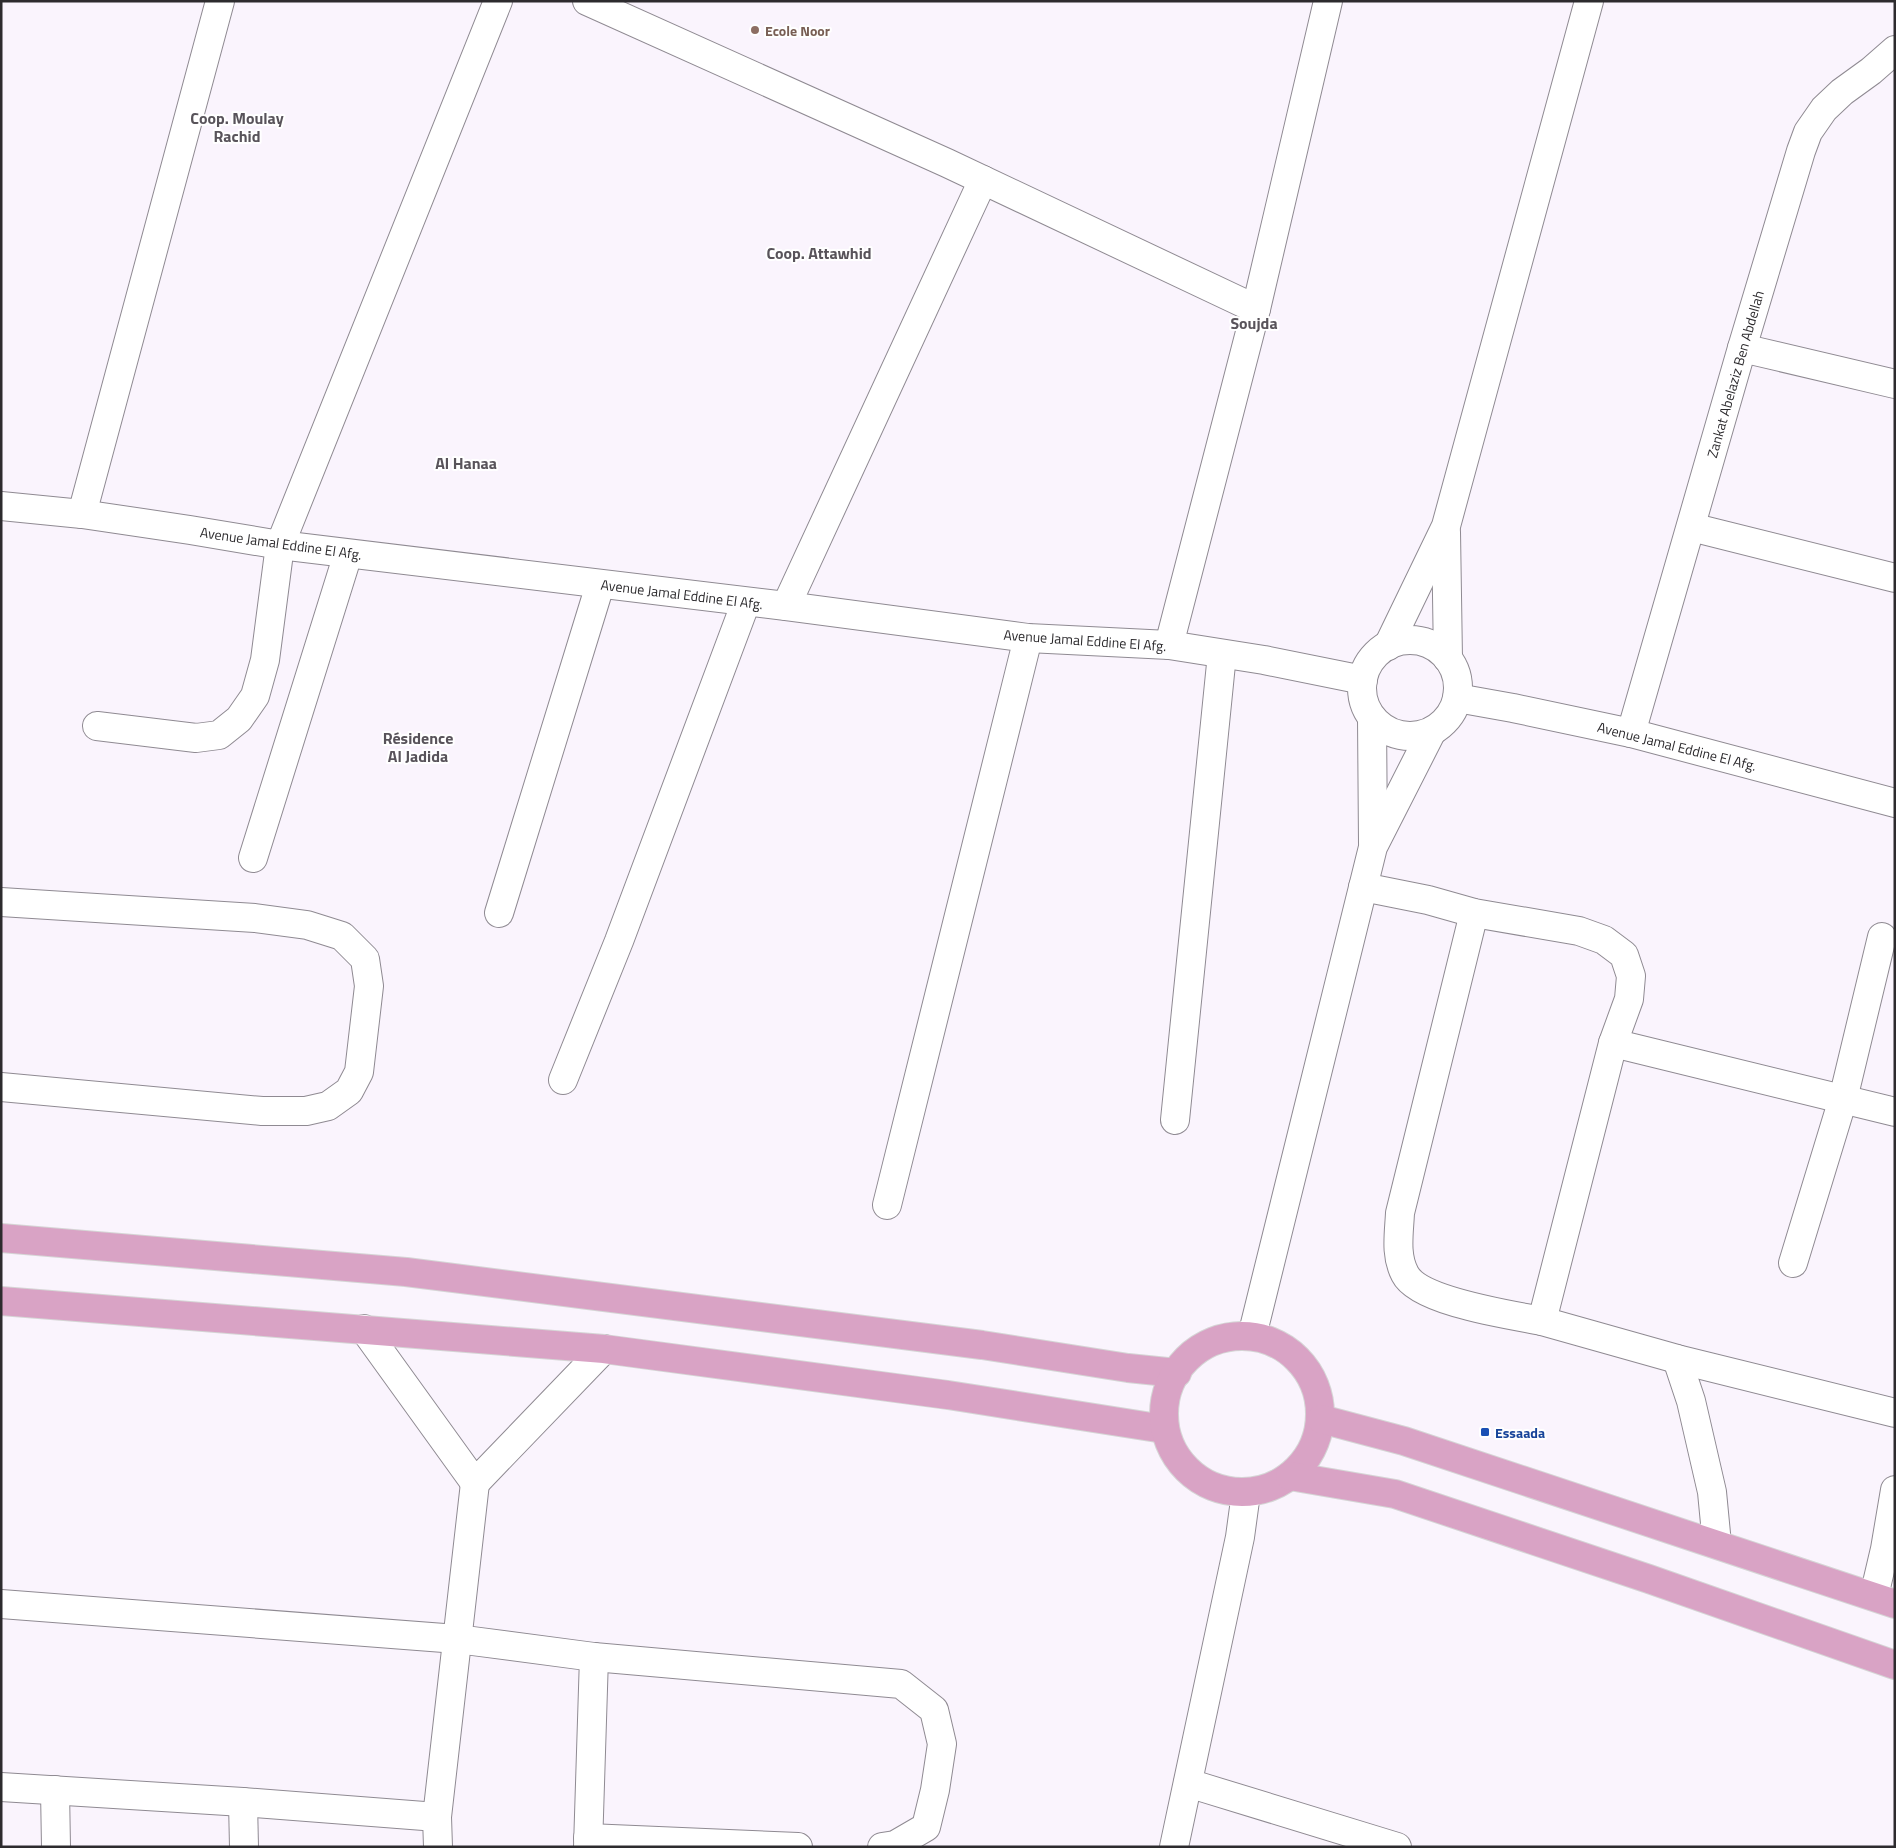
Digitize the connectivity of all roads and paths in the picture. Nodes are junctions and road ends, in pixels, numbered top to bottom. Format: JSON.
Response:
{"nodes":[{"id":1,"x":220,"y":1,"type":"edge"},
{"id":2,"x":498,"y":1,"type":"edge"},
{"id":3,"x":587,"y":1,"type":"edge"},
{"id":4,"x":1328,"y":1,"type":"edge"},
{"id":5,"x":1589,"y":1,"type":"edge"},
{"id":6,"x":1895,"y":50,"type":"edge"},
{"id":7,"x":1883,"y":76,"type":"edge"},
{"id":8,"x":984,"y":180,"type":"junction"},
{"id":9,"x":1256,"y":310,"type":"junction"},
{"id":10,"x":1742,"y":348,"type":"junction"},
{"id":11,"x":1895,"y":384,"type":"edge"},
{"id":12,"x":1,"y":506,"type":"edge"},
{"id":13,"x":82,"y":514,"type":"junction"},
{"id":14,"x":1446,"y":526,"type":"junction"},
{"id":15,"x":1690,"y":526,"type":"junction"},
{"id":16,"x":280,"y":545,"type":"junction"},
{"id":17,"x":348,"y":554,"type":"junction"},
{"id":18,"x":1895,"y":578,"type":"edge"},
{"id":19,"x":600,"y":585,"type":"junction"},
{"id":20,"x":746,"y":602,"type":"junction"},
{"id":21,"x":786,"y":606,"type":"junction"},
{"id":22,"x":1028,"y":638,"type":"junction"},
{"id":23,"x":1169,"y":645,"type":"junction"},
{"id":24,"x":1388,"y":646,"type":"junction"},
{"id":25,"x":1222,"y":654,"type":"junction"},
{"id":26,"x":1448,"y":659,"type":"junction"},
{"id":27,"x":1363,"y":680,"type":"junction"},
{"id":28,"x":1457,"y":698,"type":"junction"},
{"id":29,"x":1372,"y":718,"type":"junction"},
{"id":30,"x":96,"y":726,"type":"dead end"},
{"id":31,"x":1432,"y":731,"type":"junction"},
{"id":32,"x":1631,"y":733,"type":"junction"},
{"id":33,"x":1895,"y":804,"type":"edge"},
{"id":34,"x":1373,"y":847,"type":"junction"},
{"id":35,"x":253,"y":858,"type":"dead end"},
{"id":36,"x":1363,"y":887,"type":"junction"},
{"id":37,"x":1,"y":902,"type":"edge"},
{"id":38,"x":499,"y":913,"type":"dead end"},
{"id":39,"x":1474,"y":913,"type":"junction"},
{"id":40,"x":1882,"y":937,"type":"dead end"},
{"id":41,"x":1614,"y":1043,"type":"junction"},
{"id":42,"x":563,"y":1080,"type":"dead end"},
{"id":43,"x":1,"y":1087,"type":"edge"},
{"id":44,"x":1843,"y":1100,"type":"junction"},
{"id":45,"x":1895,"y":1112,"type":"edge"},
{"id":46,"x":1175,"y":1120,"type":"dead end"},
{"id":47,"x":887,"y":1204,"type":"dead end"},
{"id":48,"x":1,"y":1238,"type":"edge"},
{"id":49,"x":1794,"y":1262,"type":"dead end"},
{"id":50,"x":1,"y":1301,"type":"edge"},
{"id":51,"x":1542,"y":1322,"type":"junction"},
{"id":52,"x":364,"y":1329,"type":"junction"},
{"id":53,"x":1252,"y":1336,"type":"junction"},
{"id":54,"x":604,"y":1349,"type":"junction"},
{"id":55,"x":1678,"y":1359,"type":"junction"},
{"id":56,"x":1177,"y":1372,"type":"junction"},
{"id":57,"x":1895,"y":1413,"type":"edge"},
{"id":58,"x":1321,"y":1419,"type":"junction"},
{"id":59,"x":1164,"y":1429,"type":"junction"},
{"id":60,"x":1290,"y":1476,"type":"junction"},
{"id":61,"x":475,"y":1483,"type":"junction"},
{"id":62,"x":1895,"y":1490,"type":"edge"},
{"id":63,"x":1246,"y":1493,"type":"junction"},
{"id":64,"x":1717,"y":1544,"type":"junction"},
{"id":65,"x":1884,"y":1600,"type":"edge"},
{"id":66,"x":1,"y":1604,"type":"edge"},
{"id":67,"x":457,"y":1640,"type":"junction"},
{"id":68,"x":594,"y":1657,"type":"junction"},
{"id":69,"x":1895,"y":1665,"type":"edge"},
{"id":70,"x":1188,"y":1783,"type":"junction"},
{"id":71,"x":1,"y":1786,"type":"edge"},
{"id":72,"x":55,"y":1790,"type":"junction"},
{"id":73,"x":243,"y":1802,"type":"junction"},
{"id":74,"x":437,"y":1817,"type":"junction"},
{"id":75,"x":588,"y":1842,"type":"edge"},
{"id":76,"x":56,"y":1847,"type":"edge"},
{"id":77,"x":244,"y":1847,"type":"edge"},
{"id":78,"x":438,"y":1847,"type":"edge"},
{"id":79,"x":798,"y":1847,"type":"edge"},
{"id":80,"x":882,"y":1847,"type":"edge"},
{"id":81,"x":1174,"y":1847,"type":"edge"},
{"id":82,"x":1397,"y":1847,"type":"edge"}],
"edges":[{"from":1,"to":13,"type":"street"},
{"from":2,"to":16,"type":"street"},
{"from":3,"to":8,"type":"street"},
{"from":4,"to":9,"type":"street"},
{"from":5,"to":14,"type":"street"},
{"from":6,"to":7,"type":"street","name":"Zankat Abelaziz Ben Abdellah"},
{"from":7,"to":10,"type":"street","name":"Zankat Abelaziz Ben Abdellah"},
{"from":8,"to":9,"type":"street"},
{"from":8,"to":21,"type":"street"},
{"from":9,"to":23,"type":"street"},
{"from":10,"to":11,"type":"street"},
{"from":10,"to":15,"type":"street","name":"Zankat Abelaziz Ben Abdellah"},
{"from":12,"to":13,"type":"street","name":"Avenue Jamal Eddine El Afg."},
{"from":13,"to":16,"type":"street","name":"Avenue Jamal Eddine El Afg."},
{"from":14,"to":24,"type":"street"},
{"from":14,"to":26,"type":"street"},
{"from":15,"to":18,"type":"street"},
{"from":15,"to":32,"type":"street","name":"Zankat Abelaziz Ben Abdellah"},
{"from":16,"to":17,"type":"street","name":"Avenue Jamal Eddine El Afg."},
{"from":16,"to":30,"type":"street"},
{"from":17,"to":19,"type":"street","name":"Avenue Jamal Eddine El Afg."},
{"from":17,"to":35,"type":"street"},
{"from":19,"to":20,"type":"street","name":"Avenue Jamal Eddine El Afg."},
{"from":19,"to":38,"type":"street"},
{"from":20,"to":21,"type":"street","name":"Avenue Jamal Eddine El Afg."},
{"from":20,"to":42,"type":"street"},
{"from":21,"to":22,"type":"street","name":"Avenue Jamal Eddine El Afg."},
{"from":22,"to":23,"type":"street","name":"Avenue Jamal Eddine El Afg."},
{"from":22,"to":47,"type":"street"},
{"from":23,"to":25,"type":"street","name":"Avenue Jamal Eddine El Afg."},
{"from":24,"to":26,"type":"street"},
{"from":24,"to":27,"type":"street"},
{"from":25,"to":27,"type":"street","name":"Avenue Jamal Eddine El Afg."},
{"from":25,"to":46,"type":"street"},
{"from":26,"to":28,"type":"street"},
{"from":27,"to":29,"type":"street"},
{"from":28,"to":31,"type":"street"},
{"from":28,"to":32,"type":"street","name":"Avenue Jamal Eddine El Afg."},
{"from":29,"to":31,"type":"street"},
{"from":29,"to":34,"type":"street"},
{"from":31,"to":34,"type":"street"},
{"from":32,"to":33,"type":"street","name":"Avenue Jamal Eddine El Afg."},
{"from":34,"to":36,"type":"street"},
{"from":36,"to":39,"type":"street"},
{"from":36,"to":53,"type":"street"},
{"from":37,"to":43,"type":"street"},
{"from":39,"to":41,"type":"street"},
{"from":39,"to":51,"type":"street"},
{"from":40,"to":44,"type":"street"},
{"from":41,"to":44,"type":"street"},
{"from":41,"to":51,"type":"street"},
{"from":44,"to":45,"type":"street"},
{"from":44,"to":49,"type":"street"},
{"from":48,"to":56,"type":"main road"},
{"from":50,"to":52,"type":"main road"},
{"from":51,"to":55,"type":"street"},
{"from":52,"to":54,"type":"main road"},
{"from":52,"to":61,"type":"street"},
{"from":53,"to":56,"type":"main road"},
{"from":53,"to":58,"type":"main road"},
{"from":54,"to":59,"type":"main road"},
{"from":54,"to":61,"type":"street"},
{"from":55,"to":57,"type":"street"},
{"from":55,"to":64,"type":"street"},
{"from":56,"to":59,"type":"main road"},
{"from":58,"to":60,"type":"main road"},
{"from":58,"to":64,"type":"main road"},
{"from":59,"to":63,"type":"main road"},
{"from":60,"to":63,"type":"main road"},
{"from":60,"to":69,"type":"main road"},
{"from":61,"to":67,"type":"street"},
{"from":62,"to":65,"type":"street"},
{"from":63,"to":70,"type":"street"},
{"from":64,"to":65,"type":"main road"},
{"from":66,"to":67,"type":"street"},
{"from":67,"to":68,"type":"street"},
{"from":67,"to":74,"type":"street"},
{"from":68,"to":75,"type":"street"},
{"from":68,"to":80,"type":"street"},
{"from":70,"to":81,"type":"street"},
{"from":70,"to":82,"type":"street"},
{"from":71,"to":72,"type":"street"},
{"from":72,"to":73,"type":"street"},
{"from":72,"to":76,"type":"street"},
{"from":73,"to":74,"type":"street"},
{"from":73,"to":77,"type":"street"},
{"from":74,"to":78,"type":"street"},
{"from":75,"to":79,"type":"street"}]}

+ + +

**WHAT NEEDS TO BE DONE:** Copy whichever lines in the listing above contain the word "Avenue".

**RESPONSE AREA:**
{"from":12,"to":13,"type":"street","name":"Avenue Jamal Eddine El Afg."},
{"from":13,"to":16,"type":"street","name":"Avenue Jamal Eddine El Afg."},
{"from":16,"to":17,"type":"street","name":"Avenue Jamal Eddine El Afg."},
{"from":17,"to":19,"type":"street","name":"Avenue Jamal Eddine El Afg."},
{"from":19,"to":20,"type":"street","name":"Avenue Jamal Eddine El Afg."},
{"from":20,"to":21,"type":"street","name":"Avenue Jamal Eddine El Afg."},
{"from":21,"to":22,"type":"street","name":"Avenue Jamal Eddine El Afg."},
{"from":22,"to":23,"type":"street","name":"Avenue Jamal Eddine El Afg."},
{"from":23,"to":25,"type":"street","name":"Avenue Jamal Eddine El Afg."},
{"from":25,"to":27,"type":"street","name":"Avenue Jamal Eddine El Afg."},
{"from":28,"to":32,"type":"street","name":"Avenue Jamal Eddine El Afg."},
{"from":32,"to":33,"type":"street","name":"Avenue Jamal Eddine El Afg."},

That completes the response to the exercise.